Madam, – I am not a fan of Tánaiste and Minister for Education and Skills Mary Coughlan, but I thought that the silent treatment given to her by the TUI conference delegates was disgraceful.
They invited the Minister to their conference and surely they should therefore have shown her some basic manners and common decency. The Minister would have been absolutely within her rights to walk out having had to endure the humiliation of speaking to 450 people who refused to acknowledge her and many of whom were reading newspapers as she spoke.
It was a shame that not even one delegate had the moral courage to break ranks and acknowledge the fact that the Minister had taken the time to attend. If the delegates’ actions are indicative of the people who are responsible for teaching our children then the future for our country doesn’t appear bright. – Yours, etc,
Madam, – The Croke Park deal is a non-runner. Would you buy a pig-in-a-poke? There are too many variables and uncertainties. The Taoiseach must engage directly with the social partners in order to avoid further economic Armageddon. Perhaps the teachers’ outrage is justified? – Yours, etc,
Madam, – The antics at the recent teacher conventions begs the question, are the educators educated? – Yours, etc,
Madam, – In the Editorial (April 8th) you struggle once again to understand why teachers, in common with other workers, are currently organising to oppose the neo-liberal flexibilisation of their working conditions under the unquestioned mantra of “reform”. The INTO conference, having voted as the Editorial writer desired, is credited with mature, deliberative decision-making. ASTI and TUI, having rejected it, are dismissed as suffering from an “extraordinary” absence of debate. For a newspaper that has recently called for an educational emphasis on critical thinking over rote repetition, this is hardly exemplary.
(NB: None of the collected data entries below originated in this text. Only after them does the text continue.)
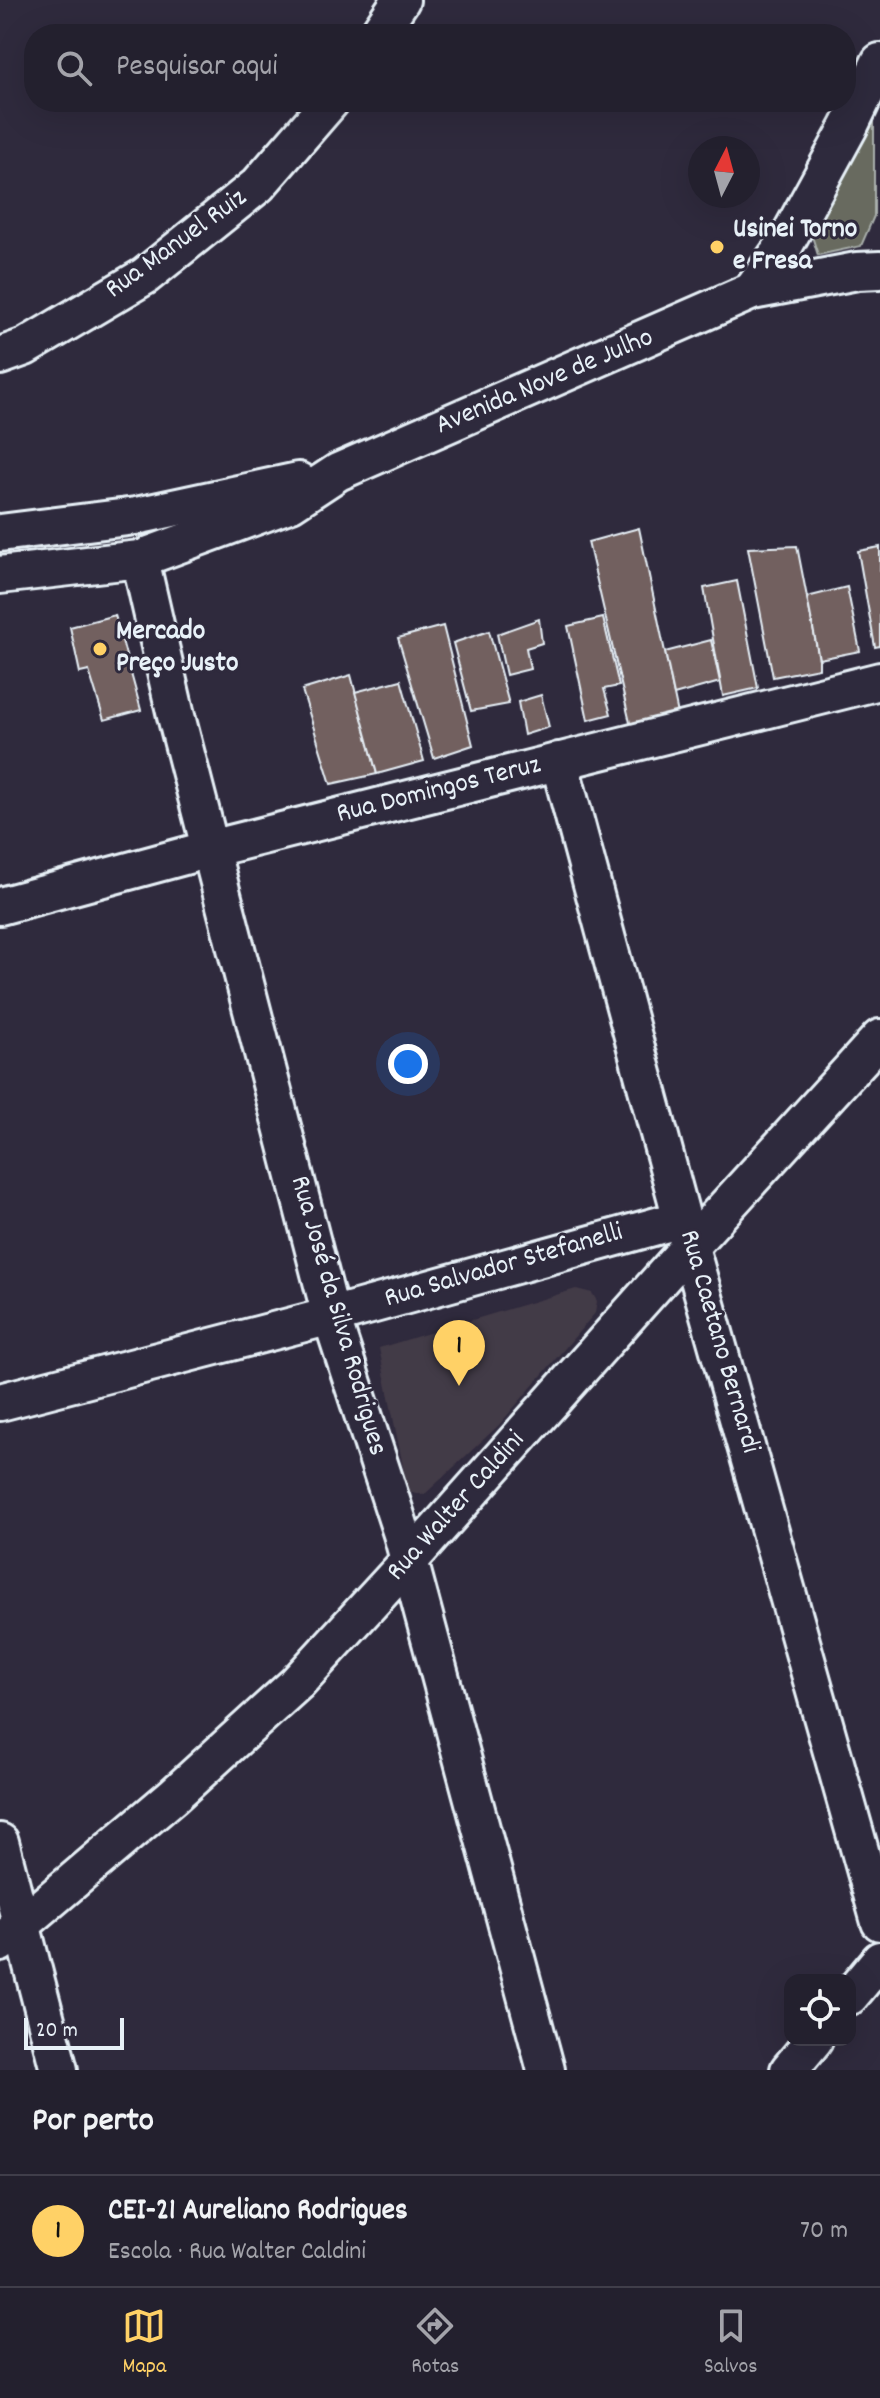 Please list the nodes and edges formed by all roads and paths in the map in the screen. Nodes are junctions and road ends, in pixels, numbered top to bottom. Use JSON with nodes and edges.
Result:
{"nodes":[{"id":1,"x":401,"y":0,"type":"edge"},
{"id":2,"x":385,"y":24,"type":"edge"},
{"id":3,"x":880,"y":62,"type":"edge"},
{"id":4,"x":321,"y":112,"type":"edge"},
{"id":5,"x":880,"y":270,"type":"edge"},
{"id":6,"x":752,"y":291,"type":"junction"},
{"id":7,"x":0,"y":356,"type":"edge"},
{"id":8,"x":338,"y":472,"type":"junction"},
{"id":9,"x":136,"y":516,"type":"junction"},
{"id":10,"x":0,"y":533,"type":"edge"},
{"id":11,"x":145,"y":557,"type":"junction"},
{"id":12,"x":0,"y":575,"type":"edge"},
{"id":13,"x":880,"y":681,"type":"edge"},
{"id":14,"x":559,"y":761,"type":"junction"},
{"id":15,"x":210,"y":849,"type":"junction"},
{"id":16,"x":0,"y":906,"type":"edge"},
{"id":17,"x":880,"y":1038,"type":"edge"},
{"id":18,"x":687,"y":1232,"type":"junction"},
{"id":19,"x":331,"y":1316,"type":"junction"},
{"id":20,"x":0,"y":1402,"type":"edge"},
{"id":21,"x":409,"y":1561,"type":"junction"},
{"id":22,"x":0,"y":1842,"type":"edge"},
{"id":23,"x":880,"y":1922,"type":"edge"},
{"id":24,"x":11,"y":1935,"type":"edge"},
{"id":25,"x":880,"y":1960,"type":"edge"},
{"id":26,"x":856,"y":1989,"type":"edge"},
{"id":27,"x":809,"y":2046,"type":"edge"},
{"id":28,"x":59,"y":2070,"type":"edge"},
{"id":29,"x":546,"y":2070,"type":"edge"},
{"id":30,"x":789,"y":2070,"type":"edge"}],
"edges":[{"from":1,"to":2,"type":"street"},
{"from":3,"to":6,"type":"street"},
{"from":4,"to":7,"type":"street","name":"Rua Manuel Ruiz"},
{"from":5,"to":6,"type":"street","name":"Avenida Nove de Julho"},
{"from":6,"to":8,"type":"street","name":"Avenida Nove de Julho"},
{"from":8,"to":9,"type":"street","name":"Avenida Nove de Julho"},
{"from":8,"to":11,"type":"street","name":"Avenida Nove de Julho"},
{"from":9,"to":10,"type":"street","name":"Avenida Nove de Julho"},
{"from":9,"to":11,"type":"street","name":"Rua José da Silva Rodrigues"},
{"from":11,"to":12,"type":"street","name":"Avenida Nove de Julho"},
{"from":11,"to":15,"type":"street","name":"Rua José da Silva Rodrigues"},
{"from":13,"to":14,"type":"street","name":"Rua Domingos Teruz"},
{"from":14,"to":15,"type":"street","name":"Rua Domingos Teruz"},
{"from":14,"to":18,"type":"street","name":"Rua Caetano Bernardi"},
{"from":15,"to":16,"type":"street","name":"Rua Domingos Teruz"},
{"from":15,"to":19,"type":"street","name":"Rua José da Silva Rodrigues"},
{"from":17,"to":18,"type":"street","name":"Rua Walter Caldini"},
{"from":18,"to":19,"type":"street","name":"Rua Salvador Stefanelli"},
{"from":18,"to":21,"type":"street","name":"Rua Walter Caldini"},
{"from":18,"to":23,"type":"street","name":"Rua Caetano Bernardi"},
{"from":19,"to":20,"type":"street","name":"Rua Salvador Stefanelli"},
{"from":19,"to":21,"type":"street","name":"Rua José da Silva Rodrigues"},
{"from":21,"to":24,"type":"street","name":"Rua Walter Caldini"},
{"from":21,"to":29,"type":"street","name":"Rua José da Silva Rodrigues"},
{"from":22,"to":24,"type":"street"},
{"from":24,"to":28,"type":"street"},
{"from":25,"to":26,"type":"street"},
{"from":27,"to":30,"type":"street"}]} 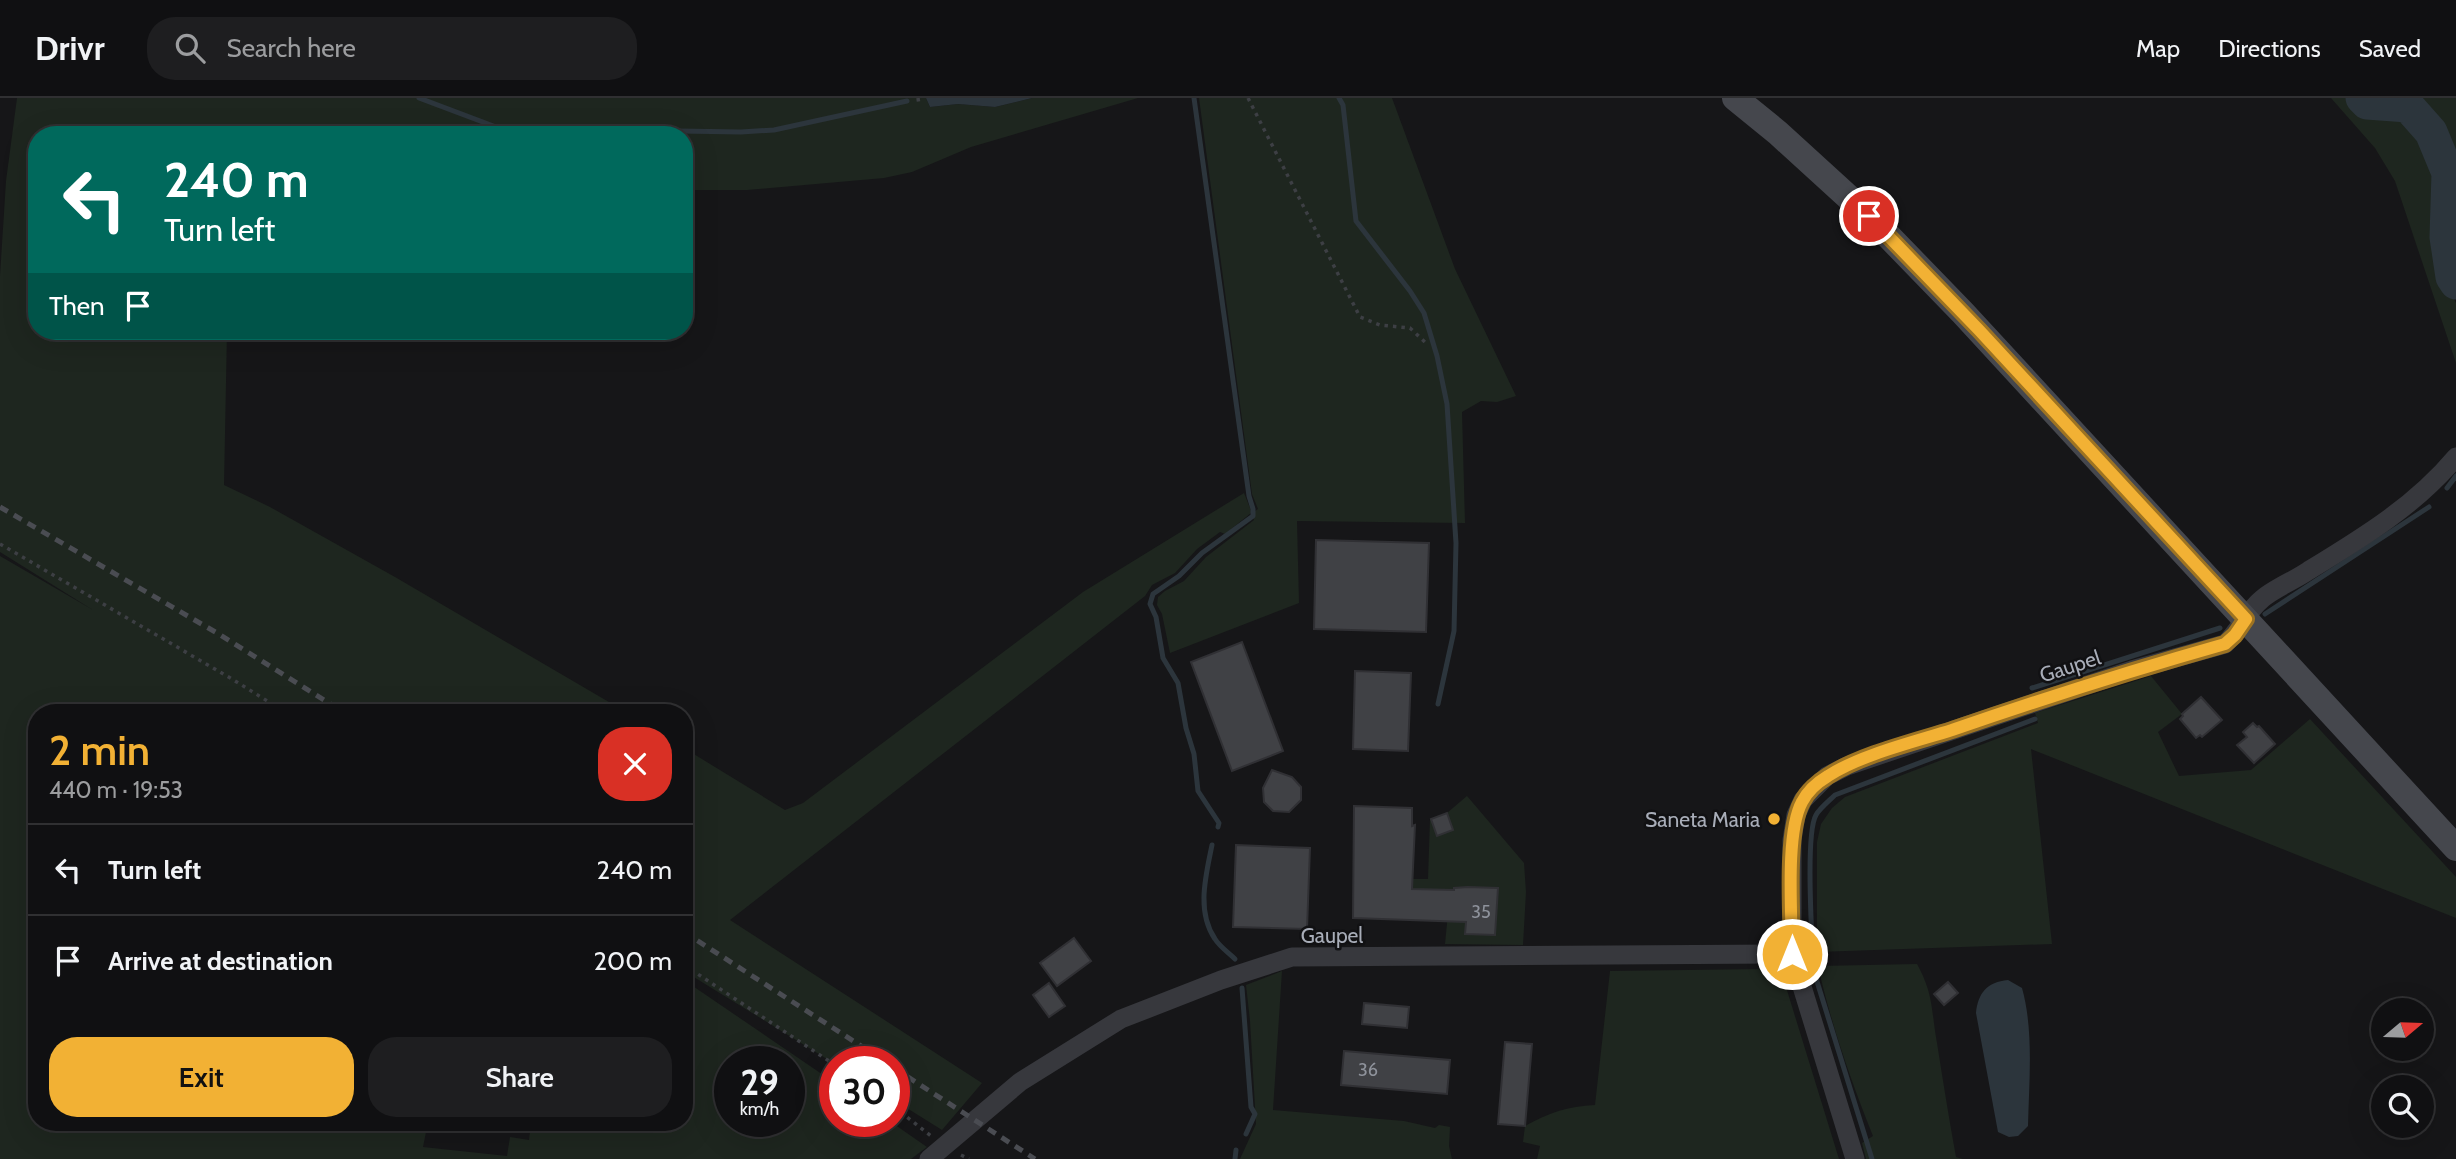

Examining why elements of the union movement are mobilising against a deal that legitimises the wholesale transfer of State resources away from core areas of social investment requires political analysis. Instead, the Editorial depends on the reduction of all areas of social and political life to an empty economic rhetoric – what is an “additional productivity demand” in a meaningful educational context? This is propped up with moralism: teachers shouldn’t protest against a drive towards insecurity and precariousness because that is what private sector workers are forced to endure.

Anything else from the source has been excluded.